Acrotriche affinis, commonly known as ridged ground-berry or prickly honeypots, is a species of flowering plant in the family Ericaceae, and is endemic to south-eastern, continental Australia. It is an erect shrub with many branches, lance-shaped leaves, and spikes of tube-shaped, greenish flowers, and white, spherical drupes.

==Description==
Acrotriche affinis is an erect, much-branched shrub that typically grows to a height of about 30 cm and has softly-hairy branchlets. The leaves are broadly lance-shaped, 3–11 mm long and 1.3–2.5 mm wide with 5 to 9 more or less parallel veins separated by deep groves.

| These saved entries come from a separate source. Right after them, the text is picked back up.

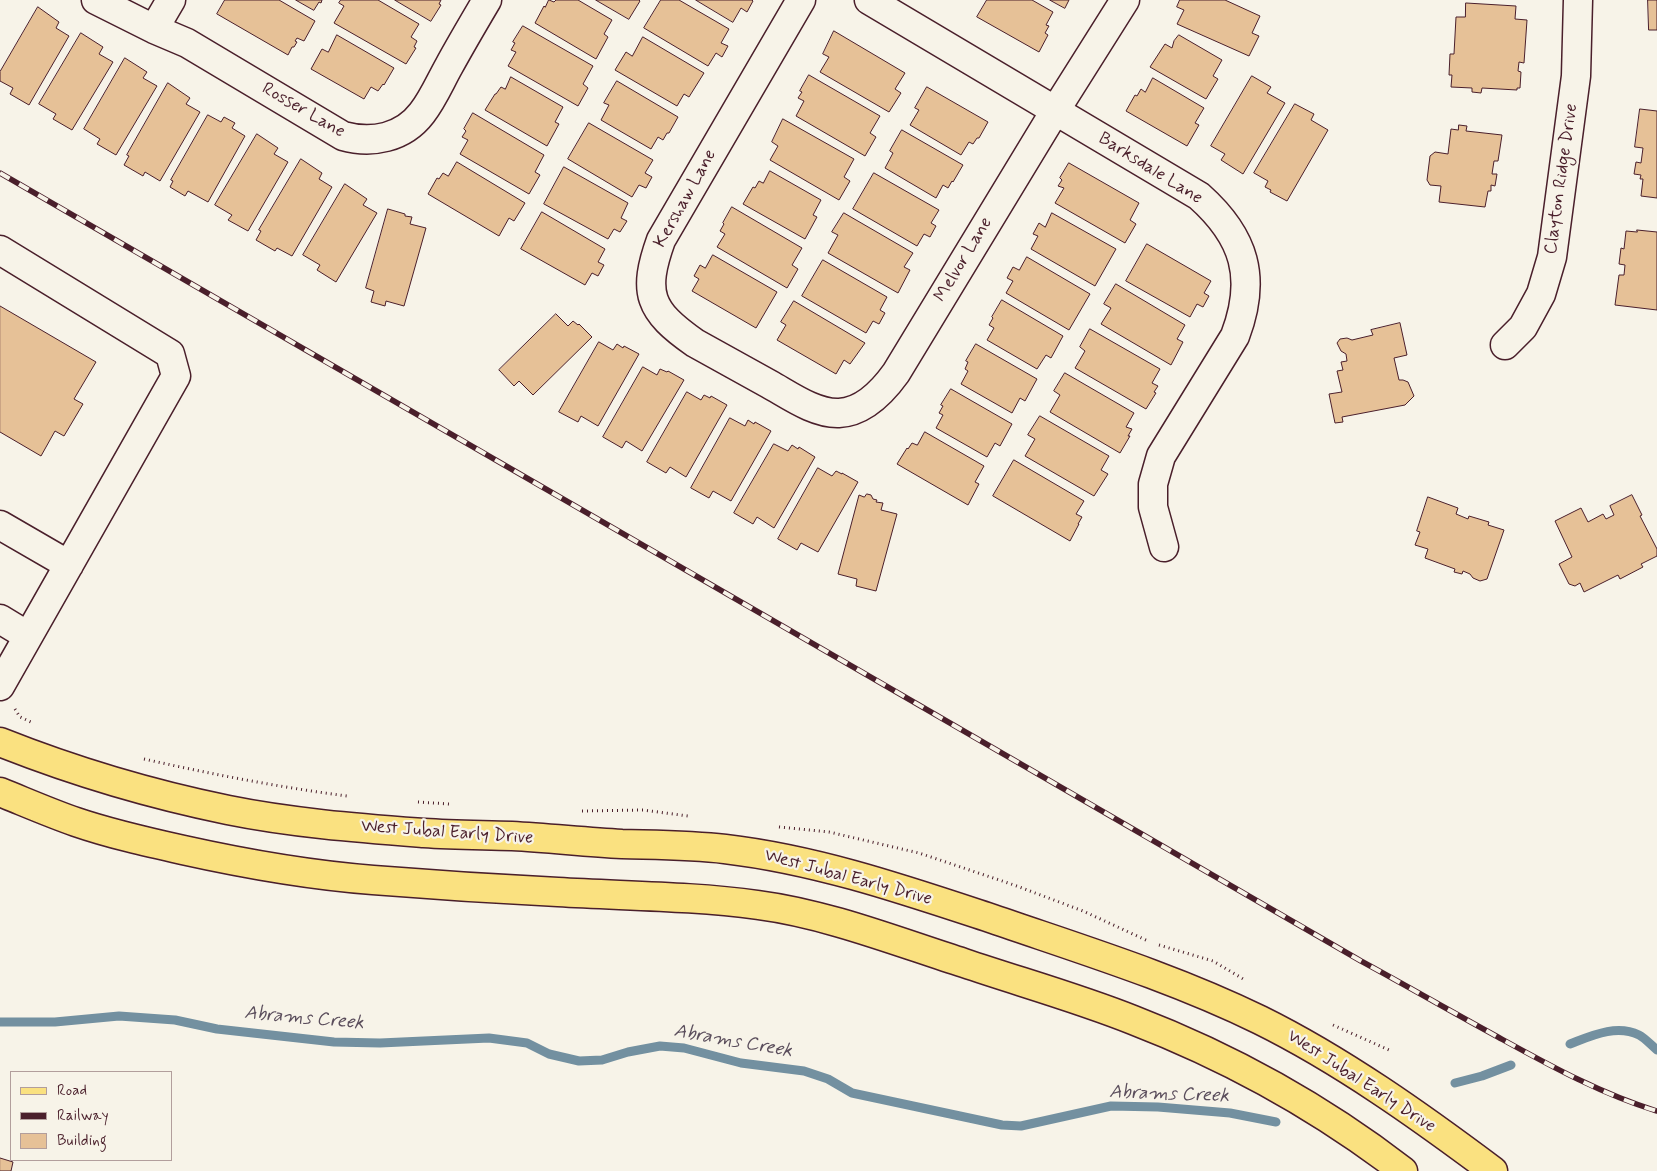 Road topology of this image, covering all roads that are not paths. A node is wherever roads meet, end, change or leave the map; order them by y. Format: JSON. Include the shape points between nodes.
{"nodes":[{"id":1,"x":96,"y":0,"type":"edge"},
{"id":2,"x":171,"y":0,"type":"edge"},
{"id":3,"x":486,"y":0,"type":"edge"},
{"id":4,"x":800,"y":0,"type":"edge"},
{"id":5,"x":870,"y":0,"type":"edge"},
{"id":6,"x":1125,"y":0,"type":"edge"},
{"id":7,"x":1578,"y":0,"type":"edge"},
{"id":8,"x":154,"y":29,"type":"junction"},
{"id":9,"x":1055,"y":111,"type":"junction"},
{"id":10,"x":0,"y":250,"type":"edge"},
{"id":11,"x":1505,"y":345,"type":"dead end"},
{"id":12,"x":747,"y":372,"type":"joint"},
{"id":13,"x":0,"y":525,"type":"edge"},
{"id":14,"x":1164,"y":547,"type":"dead end"},
{"id":15,"x":69,"y":565,"type":"junction"},
{"id":16,"x":0,"y":620,"type":"edge"},
{"id":17,"x":28,"y":636,"type":"junction"},
{"id":18,"x":0,"y":686,"type":"edge"},
{"id":19,"x":0,"y":742,"type":"edge"},
{"id":20,"x":0,"y":792,"type":"edge"},
{"id":21,"x":1404,"y":1171,"type":"edge"},
{"id":22,"x":1493,"y":1171,"type":"edge"}],
"edges":[{"from":1,"to":8,"type":"street","name":"Rosser Lane"},
{"from":2,"to":8,"type":"street"},
{"from":3,"to":8,"type":"street","name":"Rosser Lane","via":[[421,114],[399,131],[369,140],[343,136],[187,43]]},
{"from":4,"to":12,"type":"street","name":"Kershaw Lane","via":[[661,240],[652,265],[652,293],[667,321],[695,343]]},
{"from":5,"to":9,"type":"street","name":"Barksdale Lane"},
{"from":6,"to":9,"type":"street","name":"Melvor Lane"},
{"from":7,"to":11,"type":"street","name":"Clayton Ridge Drive","via":[[1576,76],[1552,257],[1541,294],[1522,327]]},
{"from":9,"to":12,"type":"street","name":"Melvor Lane","via":[[896,373],[876,397],[851,410],[831,413],[810,406]]},
{"from":9,"to":14,"type":"street","name":"Barksdale Lane","via":[[1199,196],[1226,223],[1244,266],[1244,299],[1235,336],[1161,456],[1157,468],[1153,484],[1154,507]]},
{"from":10,"to":15,"type":"street","via":[[170,354],[176,376]]},
{"from":13,"to":15,"type":"street"},
{"from":15,"to":17,"type":"street"},
{"from":16,"to":17,"type":"street"},
{"from":17,"to":18,"type":"street"},
{"from":19,"to":22,"type":"main road","name":"West Jubal Early Drive","via":[[158,794],[232,811],[427,833],[721,848],[783,857],[887,884],[1114,960],[1237,1009],[1294,1037],[1348,1070]]},
{"from":20,"to":21,"type":"main road","via":[[77,822],[142,841],[300,872],[372,880],[662,896],[758,905],[802,913],[1118,1014],[1167,1034],[1313,1108]]}]} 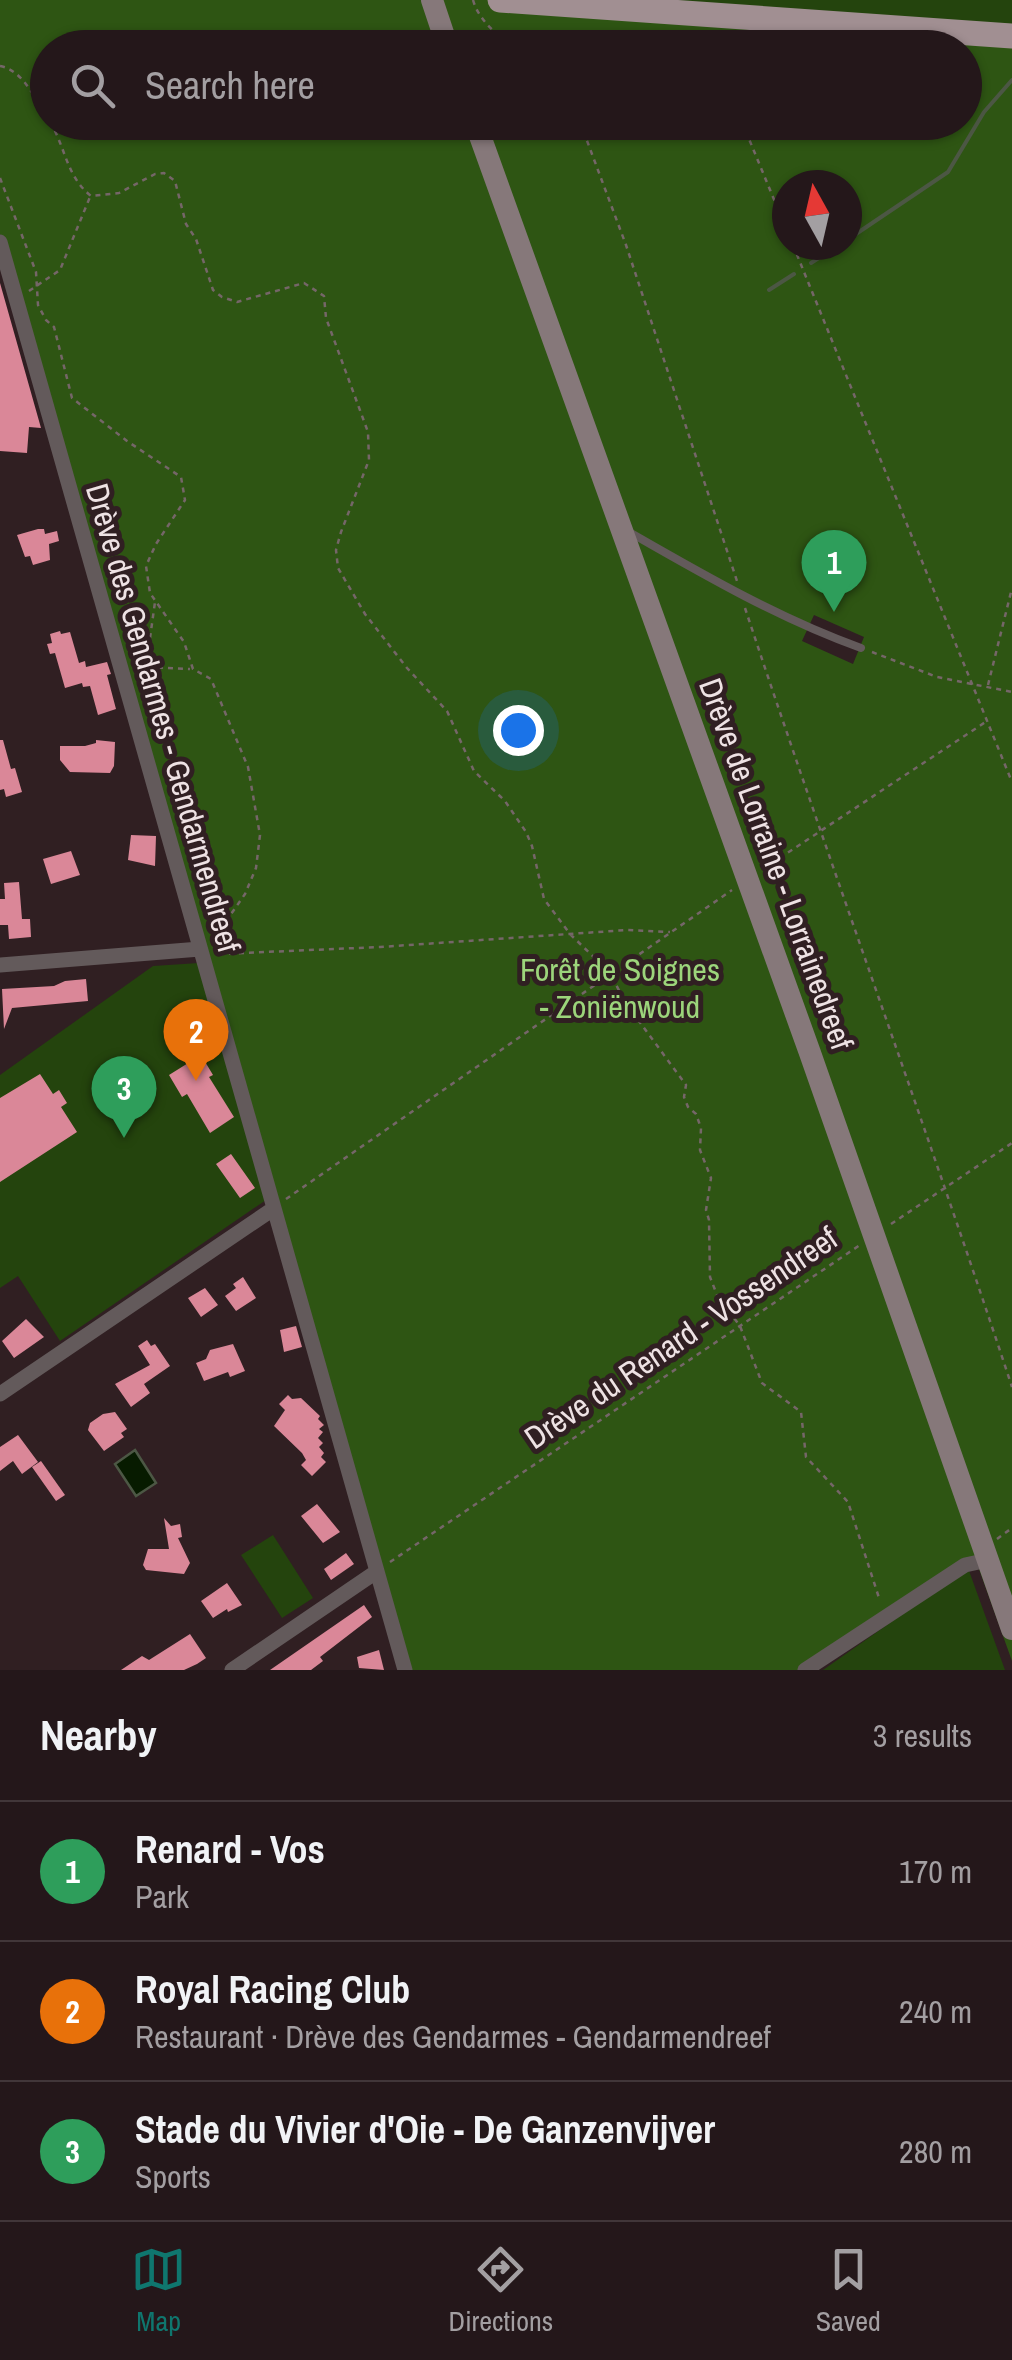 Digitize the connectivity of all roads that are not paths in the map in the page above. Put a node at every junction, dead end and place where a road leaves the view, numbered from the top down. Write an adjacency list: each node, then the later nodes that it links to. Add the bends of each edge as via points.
1 (432, 0): 3 (main road)
2 (500, 0): 4 (main road)
3 (442, 30)
4 (927, 30)
5 (982, 34): 6 (main road)
6 (1012, 36)
7 (481, 140): 9 (main road, Drève de Lorraine - Lorrainedreef)
8 (0, 242): 11 (street, Drève des Gendarmes - Gendarmendreef)
9 (621, 527): 10 (lane, via 741,594); 15 (main road, Drève de Lorraine - Lorrainedreef)
10 (861, 648)
11 (201, 952): 12 (street); 13 (street, Drève des Gendarmes - Gendarmendreef)
12 (0, 964)
13 (273, 1209): 14 (street); 16 (street, Drève des Gendarmes - Gendarmendreef)
14 (0, 1394)
15 (988, 1560): 17 (main road, Drève de Lorraine - Lorrainedreef); 20 (street, via 966,1565)
16 (376, 1572): 18 (street); 19 (street, Drève des Gendarmes - Gendarmendreef)
17 (1012, 1629)
18 (232, 1670)
19 (405, 1670)
20 (805, 1670)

The flowers are arranged in spikes of 4 to 10, about 2–7 mm long, with bracteoles 1.0–1.6 mm long at the base of the sepals. The sepals are 1.6–2.5 mm long, and the petals are joined at the base to form a greenish tube, 2–4 mm, sometimes tinged with maroon, with lobes 1.5–2.0 mm long. Flowering occurs from June to October and the fruit is a white, spherical drupe about 3–4 mm in diameter.

==Taxonomy==
Acrotriche affinis was first formally described in 1839 by Augustin Pyramus de Candolle in his Prodromus Systematis Naturalis Regni Vegetabilis. The specific epithet (affinis) means "neighbouring" or "akin to", referring to its similarity to A. serrulata.

==Distribution and habitat==
Ridged ground-berry grows in coastal areas between the Eyre Peninsula in South Australia and Wilsons Promontory in Victoria, and inland as far as the Big Desert.